*** Opening Records provided ***

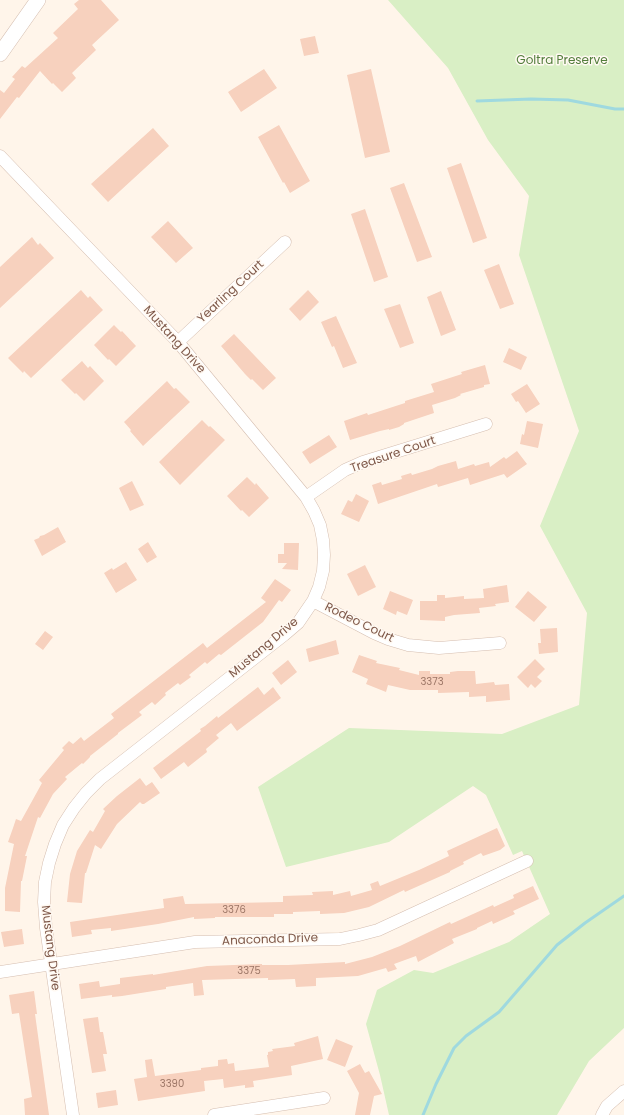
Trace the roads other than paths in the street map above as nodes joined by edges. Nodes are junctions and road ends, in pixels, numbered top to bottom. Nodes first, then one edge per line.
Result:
1 (38, 0) edge
2 (0, 54) edge
3 (0, 156) edge
4 (285, 242) dead end
5 (178, 342) junction
6 (486, 424) dead end
7 (306, 497) junction
8 (313, 601) junction
9 (500, 643) dead end
10 (527, 861) dead end
11 (51, 964) junction
12 (0, 972) edge
13 (624, 1091) edge
14 (324, 1098) dead end
15 (73, 1115) edge
16 (214, 1115) edge
17 (602, 1115) edge

1 - 2 street
3 - 5 street, Mustang Drive
4 - 5 street, Yearling Court
5 - 7 street, Mustang Drive
6 - 7 street, Treasure Court
7 - 8 street, Mustang Drive
8 - 9 street, Rodeo Court
8 - 11 street, Mustang Drive
10 - 11 street, Anaconda Drive
11 - 12 street, Anaconda Drive
11 - 15 street, Mustang Drive
13 - 17 street
14 - 16 street

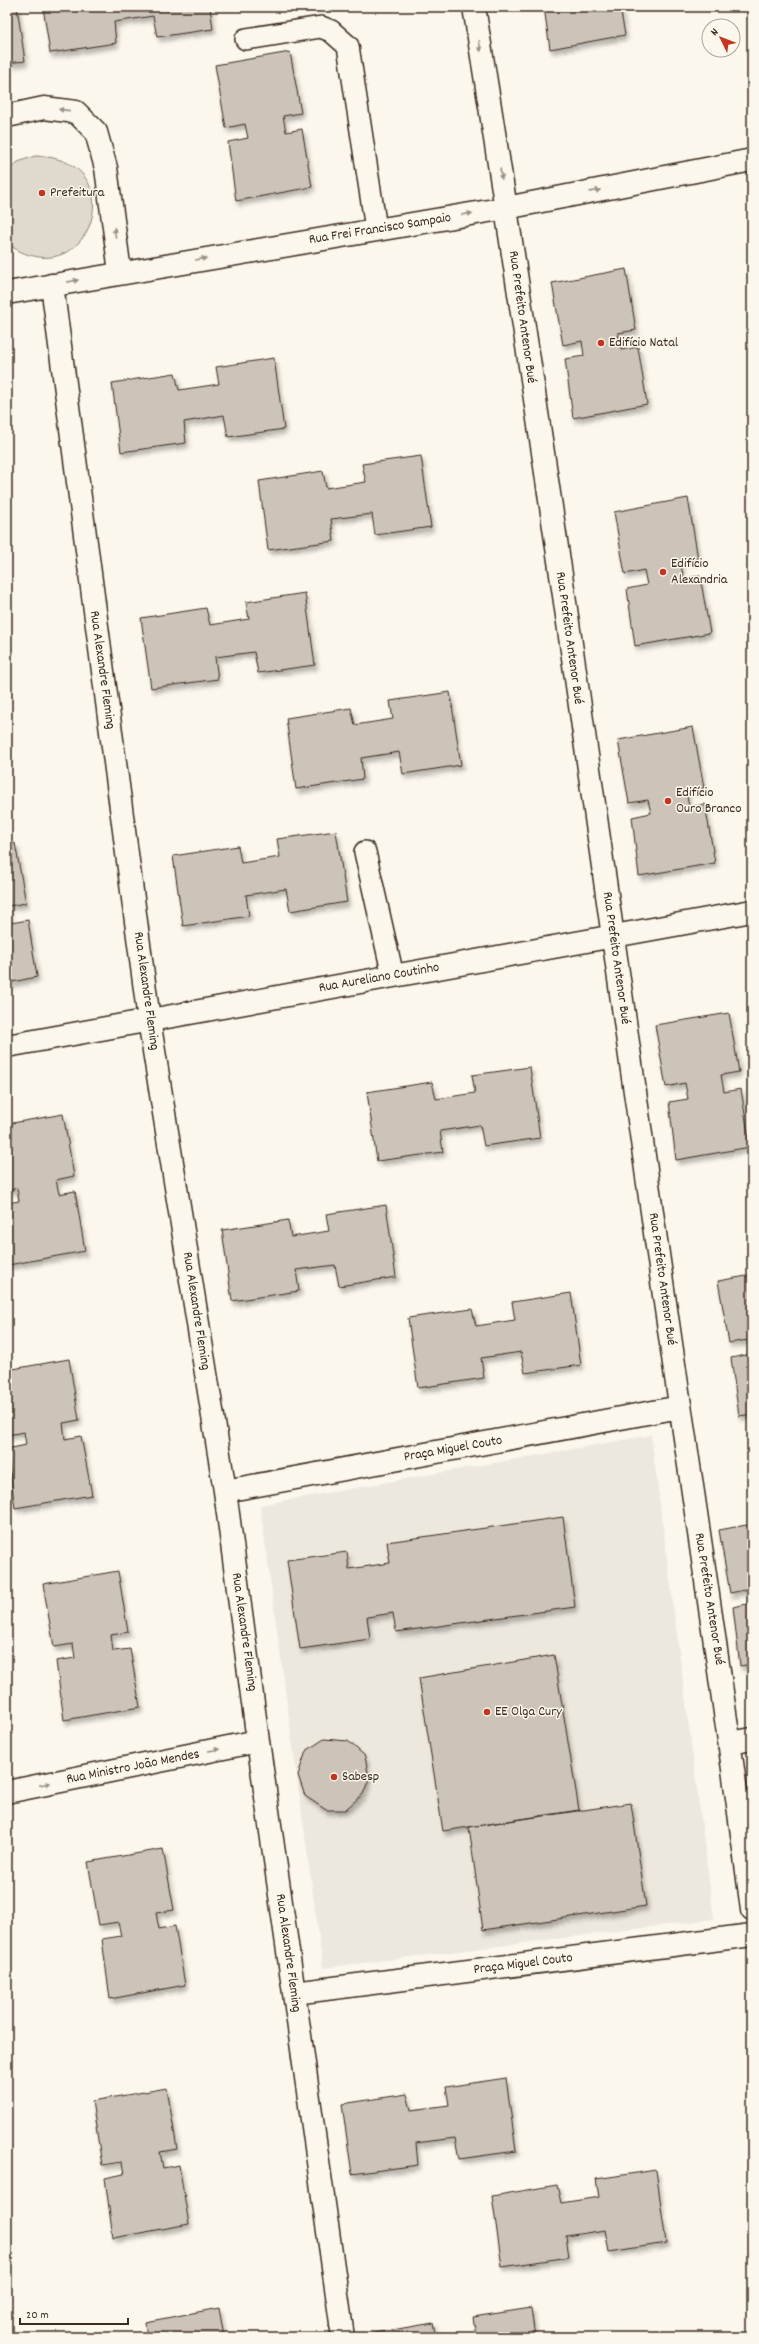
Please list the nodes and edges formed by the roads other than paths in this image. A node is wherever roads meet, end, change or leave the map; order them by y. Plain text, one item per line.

*** Closing Records provided ***

== Task requirements ==
Transcribe all the lines above exactly, apart from the pictures.

== Exercise answer ==
Trace the roads other than paths in the street map above as nodes joined by edges. Nodes are junctions and road ends, in pixels, numbered top to bottom. Nodes first, then one edge per line.
Result:
1 (38, 0) edge
2 (0, 54) edge
3 (0, 156) edge
4 (285, 242) dead end
5 (178, 342) junction
6 (486, 424) dead end
7 (306, 497) junction
8 (313, 601) junction
9 (500, 643) dead end
10 (527, 861) dead end
11 (51, 964) junction
12 (0, 972) edge
13 (624, 1091) edge
14 (324, 1098) dead end
15 (73, 1115) edge
16 (214, 1115) edge
17 (602, 1115) edge

1 - 2 street
3 - 5 street, Mustang Drive
4 - 5 street, Yearling Court
5 - 7 street, Mustang Drive
6 - 7 street, Treasure Court
7 - 8 street, Mustang Drive
8 - 9 street, Rodeo Court
8 - 11 street, Mustang Drive
10 - 11 street, Anaconda Drive
11 - 12 street, Anaconda Drive
11 - 15 street, Mustang Drive
13 - 17 street
14 - 16 street

Please list the nodes and edges formed by the roads other than paths in this image. A node is wherever roads meet, end, change or leave the map; order them by y. Plain text, one item per line.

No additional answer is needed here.